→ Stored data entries

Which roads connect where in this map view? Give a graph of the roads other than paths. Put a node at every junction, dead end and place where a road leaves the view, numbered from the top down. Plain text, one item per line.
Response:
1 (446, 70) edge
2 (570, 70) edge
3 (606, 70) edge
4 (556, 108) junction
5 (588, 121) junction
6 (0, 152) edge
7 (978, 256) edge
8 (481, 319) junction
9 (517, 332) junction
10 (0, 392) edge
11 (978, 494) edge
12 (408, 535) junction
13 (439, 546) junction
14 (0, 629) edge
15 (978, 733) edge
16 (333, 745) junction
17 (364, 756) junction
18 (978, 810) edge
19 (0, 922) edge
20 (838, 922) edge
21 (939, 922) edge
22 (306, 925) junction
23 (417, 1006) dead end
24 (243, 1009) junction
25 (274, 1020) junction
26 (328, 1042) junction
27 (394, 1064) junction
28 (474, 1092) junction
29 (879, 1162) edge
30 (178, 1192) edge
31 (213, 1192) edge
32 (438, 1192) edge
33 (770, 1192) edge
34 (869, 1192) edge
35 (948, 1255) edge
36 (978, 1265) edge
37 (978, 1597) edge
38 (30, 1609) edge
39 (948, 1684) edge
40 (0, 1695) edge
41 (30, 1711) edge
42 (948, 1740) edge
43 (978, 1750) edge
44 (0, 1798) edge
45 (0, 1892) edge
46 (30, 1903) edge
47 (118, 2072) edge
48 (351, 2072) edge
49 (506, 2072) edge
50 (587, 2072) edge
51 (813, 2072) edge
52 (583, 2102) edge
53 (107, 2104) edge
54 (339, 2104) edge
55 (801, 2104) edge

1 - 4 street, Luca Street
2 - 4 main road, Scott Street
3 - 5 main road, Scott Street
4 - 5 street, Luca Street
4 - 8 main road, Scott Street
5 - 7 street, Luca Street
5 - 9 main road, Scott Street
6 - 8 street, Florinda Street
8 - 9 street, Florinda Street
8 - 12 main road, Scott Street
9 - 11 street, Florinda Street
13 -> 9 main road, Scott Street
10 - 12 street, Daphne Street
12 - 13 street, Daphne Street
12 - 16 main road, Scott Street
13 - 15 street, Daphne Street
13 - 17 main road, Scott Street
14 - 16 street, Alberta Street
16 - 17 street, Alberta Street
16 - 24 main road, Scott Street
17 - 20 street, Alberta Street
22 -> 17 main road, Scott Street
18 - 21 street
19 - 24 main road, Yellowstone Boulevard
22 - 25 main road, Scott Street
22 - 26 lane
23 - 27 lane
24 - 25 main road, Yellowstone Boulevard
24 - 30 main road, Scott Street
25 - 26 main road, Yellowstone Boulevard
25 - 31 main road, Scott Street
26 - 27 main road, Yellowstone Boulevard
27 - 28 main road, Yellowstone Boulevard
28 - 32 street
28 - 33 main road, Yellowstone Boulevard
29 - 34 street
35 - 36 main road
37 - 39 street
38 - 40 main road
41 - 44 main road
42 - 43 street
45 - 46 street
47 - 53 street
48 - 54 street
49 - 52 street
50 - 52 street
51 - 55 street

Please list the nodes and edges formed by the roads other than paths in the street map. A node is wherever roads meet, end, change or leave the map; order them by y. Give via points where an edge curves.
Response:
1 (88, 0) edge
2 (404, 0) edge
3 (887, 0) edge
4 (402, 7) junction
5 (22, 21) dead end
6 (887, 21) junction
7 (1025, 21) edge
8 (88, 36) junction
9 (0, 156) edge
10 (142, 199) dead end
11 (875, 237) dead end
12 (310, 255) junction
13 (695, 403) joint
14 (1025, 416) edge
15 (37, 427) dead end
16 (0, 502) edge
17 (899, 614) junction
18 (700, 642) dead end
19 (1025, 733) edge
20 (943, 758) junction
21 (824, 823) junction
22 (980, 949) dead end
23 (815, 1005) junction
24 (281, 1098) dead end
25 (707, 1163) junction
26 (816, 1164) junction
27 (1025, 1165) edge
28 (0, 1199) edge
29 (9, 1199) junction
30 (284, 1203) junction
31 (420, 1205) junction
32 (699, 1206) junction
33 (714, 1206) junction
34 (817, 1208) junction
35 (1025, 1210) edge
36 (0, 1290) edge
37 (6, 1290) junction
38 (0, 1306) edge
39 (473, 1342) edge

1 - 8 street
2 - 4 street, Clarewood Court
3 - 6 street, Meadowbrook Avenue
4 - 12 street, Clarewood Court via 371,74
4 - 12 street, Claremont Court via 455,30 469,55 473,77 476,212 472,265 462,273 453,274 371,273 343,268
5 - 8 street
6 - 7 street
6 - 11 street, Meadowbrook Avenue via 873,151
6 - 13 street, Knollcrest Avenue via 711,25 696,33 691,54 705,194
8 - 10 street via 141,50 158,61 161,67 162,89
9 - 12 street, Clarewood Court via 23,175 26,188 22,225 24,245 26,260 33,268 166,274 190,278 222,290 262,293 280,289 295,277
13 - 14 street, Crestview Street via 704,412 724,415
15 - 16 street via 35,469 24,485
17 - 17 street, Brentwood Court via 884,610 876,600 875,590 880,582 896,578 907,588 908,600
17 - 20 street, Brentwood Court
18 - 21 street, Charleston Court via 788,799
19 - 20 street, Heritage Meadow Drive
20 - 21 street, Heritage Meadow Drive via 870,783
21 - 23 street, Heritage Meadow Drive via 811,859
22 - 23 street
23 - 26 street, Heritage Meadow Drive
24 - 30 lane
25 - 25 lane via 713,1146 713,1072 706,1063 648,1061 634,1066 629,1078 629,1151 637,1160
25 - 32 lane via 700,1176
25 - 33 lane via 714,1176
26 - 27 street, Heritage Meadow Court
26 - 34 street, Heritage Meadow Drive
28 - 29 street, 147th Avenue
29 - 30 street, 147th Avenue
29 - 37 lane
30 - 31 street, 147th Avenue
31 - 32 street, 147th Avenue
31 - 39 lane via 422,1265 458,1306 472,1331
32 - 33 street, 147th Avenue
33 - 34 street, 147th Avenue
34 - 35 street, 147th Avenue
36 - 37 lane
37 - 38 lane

→ The problem
The records above are to be restated word for word, in full.

→ Expected output
Which roads connect where in this map view? Give a graph of the roads other than paths. Put a node at every junction, dead end and place where a road leaves the view, numbered from the top down. Plain text, one item per line.
Response:
1 (446, 70) edge
2 (570, 70) edge
3 (606, 70) edge
4 (556, 108) junction
5 (588, 121) junction
6 (0, 152) edge
7 (978, 256) edge
8 (481, 319) junction
9 (517, 332) junction
10 (0, 392) edge
11 (978, 494) edge
12 (408, 535) junction
13 (439, 546) junction
14 (0, 629) edge
15 (978, 733) edge
16 (333, 745) junction
17 (364, 756) junction
18 (978, 810) edge
19 (0, 922) edge
20 (838, 922) edge
21 (939, 922) edge
22 (306, 925) junction
23 (417, 1006) dead end
24 (243, 1009) junction
25 (274, 1020) junction
26 (328, 1042) junction
27 (394, 1064) junction
28 (474, 1092) junction
29 (879, 1162) edge
30 (178, 1192) edge
31 (213, 1192) edge
32 (438, 1192) edge
33 (770, 1192) edge
34 (869, 1192) edge
35 (948, 1255) edge
36 (978, 1265) edge
37 (978, 1597) edge
38 (30, 1609) edge
39 (948, 1684) edge
40 (0, 1695) edge
41 (30, 1711) edge
42 (948, 1740) edge
43 (978, 1750) edge
44 (0, 1798) edge
45 (0, 1892) edge
46 (30, 1903) edge
47 (118, 2072) edge
48 (351, 2072) edge
49 (506, 2072) edge
50 (587, 2072) edge
51 (813, 2072) edge
52 (583, 2102) edge
53 (107, 2104) edge
54 (339, 2104) edge
55 (801, 2104) edge

1 - 4 street, Luca Street
2 - 4 main road, Scott Street
3 - 5 main road, Scott Street
4 - 5 street, Luca Street
4 - 8 main road, Scott Street
5 - 7 street, Luca Street
5 - 9 main road, Scott Street
6 - 8 street, Florinda Street
8 - 9 street, Florinda Street
8 - 12 main road, Scott Street
9 - 11 street, Florinda Street
13 -> 9 main road, Scott Street
10 - 12 street, Daphne Street
12 - 13 street, Daphne Street
12 - 16 main road, Scott Street
13 - 15 street, Daphne Street
13 - 17 main road, Scott Street
14 - 16 street, Alberta Street
16 - 17 street, Alberta Street
16 - 24 main road, Scott Street
17 - 20 street, Alberta Street
22 -> 17 main road, Scott Street
18 - 21 street
19 - 24 main road, Yellowstone Boulevard
22 - 25 main road, Scott Street
22 - 26 lane
23 - 27 lane
24 - 25 main road, Yellowstone Boulevard
24 - 30 main road, Scott Street
25 - 26 main road, Yellowstone Boulevard
25 - 31 main road, Scott Street
26 - 27 main road, Yellowstone Boulevard
27 - 28 main road, Yellowstone Boulevard
28 - 32 street
28 - 33 main road, Yellowstone Boulevard
29 - 34 street
35 - 36 main road
37 - 39 street
38 - 40 main road
41 - 44 main road
42 - 43 street
45 - 46 street
47 - 53 street
48 - 54 street
49 - 52 street
50 - 52 street
51 - 55 street

Please list the nodes and edges formed by the roads other than paths in the street map. A node is wherever roads meet, end, change or leave the map; order them by y. Give via points where an edge curves.
Response:
1 (88, 0) edge
2 (404, 0) edge
3 (887, 0) edge
4 (402, 7) junction
5 (22, 21) dead end
6 (887, 21) junction
7 (1025, 21) edge
8 (88, 36) junction
9 (0, 156) edge
10 (142, 199) dead end
11 (875, 237) dead end
12 (310, 255) junction
13 (695, 403) joint
14 (1025, 416) edge
15 (37, 427) dead end
16 (0, 502) edge
17 (899, 614) junction
18 (700, 642) dead end
19 (1025, 733) edge
20 (943, 758) junction
21 (824, 823) junction
22 (980, 949) dead end
23 (815, 1005) junction
24 (281, 1098) dead end
25 (707, 1163) junction
26 (816, 1164) junction
27 (1025, 1165) edge
28 (0, 1199) edge
29 (9, 1199) junction
30 (284, 1203) junction
31 (420, 1205) junction
32 (699, 1206) junction
33 (714, 1206) junction
34 (817, 1208) junction
35 (1025, 1210) edge
36 (0, 1290) edge
37 (6, 1290) junction
38 (0, 1306) edge
39 (473, 1342) edge

1 - 8 street
2 - 4 street, Clarewood Court
3 - 6 street, Meadowbrook Avenue
4 - 12 street, Clarewood Court via 371,74
4 - 12 street, Claremont Court via 455,30 469,55 473,77 476,212 472,265 462,273 453,274 371,273 343,268
5 - 8 street
6 - 7 street
6 - 11 street, Meadowbrook Avenue via 873,151
6 - 13 street, Knollcrest Avenue via 711,25 696,33 691,54 705,194
8 - 10 street via 141,50 158,61 161,67 162,89
9 - 12 street, Clarewood Court via 23,175 26,188 22,225 24,245 26,260 33,268 166,274 190,278 222,290 262,293 280,289 295,277
13 - 14 street, Crestview Street via 704,412 724,415
15 - 16 street via 35,469 24,485
17 - 17 street, Brentwood Court via 884,610 876,600 875,590 880,582 896,578 907,588 908,600
17 - 20 street, Brentwood Court
18 - 21 street, Charleston Court via 788,799
19 - 20 street, Heritage Meadow Drive
20 - 21 street, Heritage Meadow Drive via 870,783
21 - 23 street, Heritage Meadow Drive via 811,859
22 - 23 street
23 - 26 street, Heritage Meadow Drive
24 - 30 lane
25 - 25 lane via 713,1146 713,1072 706,1063 648,1061 634,1066 629,1078 629,1151 637,1160
25 - 32 lane via 700,1176
25 - 33 lane via 714,1176
26 - 27 street, Heritage Meadow Court
26 - 34 street, Heritage Meadow Drive
28 - 29 street, 147th Avenue
29 - 30 street, 147th Avenue
29 - 37 lane
30 - 31 street, 147th Avenue
31 - 32 street, 147th Avenue
31 - 39 lane via 422,1265 458,1306 472,1331
32 - 33 street, 147th Avenue
33 - 34 street, 147th Avenue
34 - 35 street, 147th Avenue
36 - 37 lane
37 - 38 lane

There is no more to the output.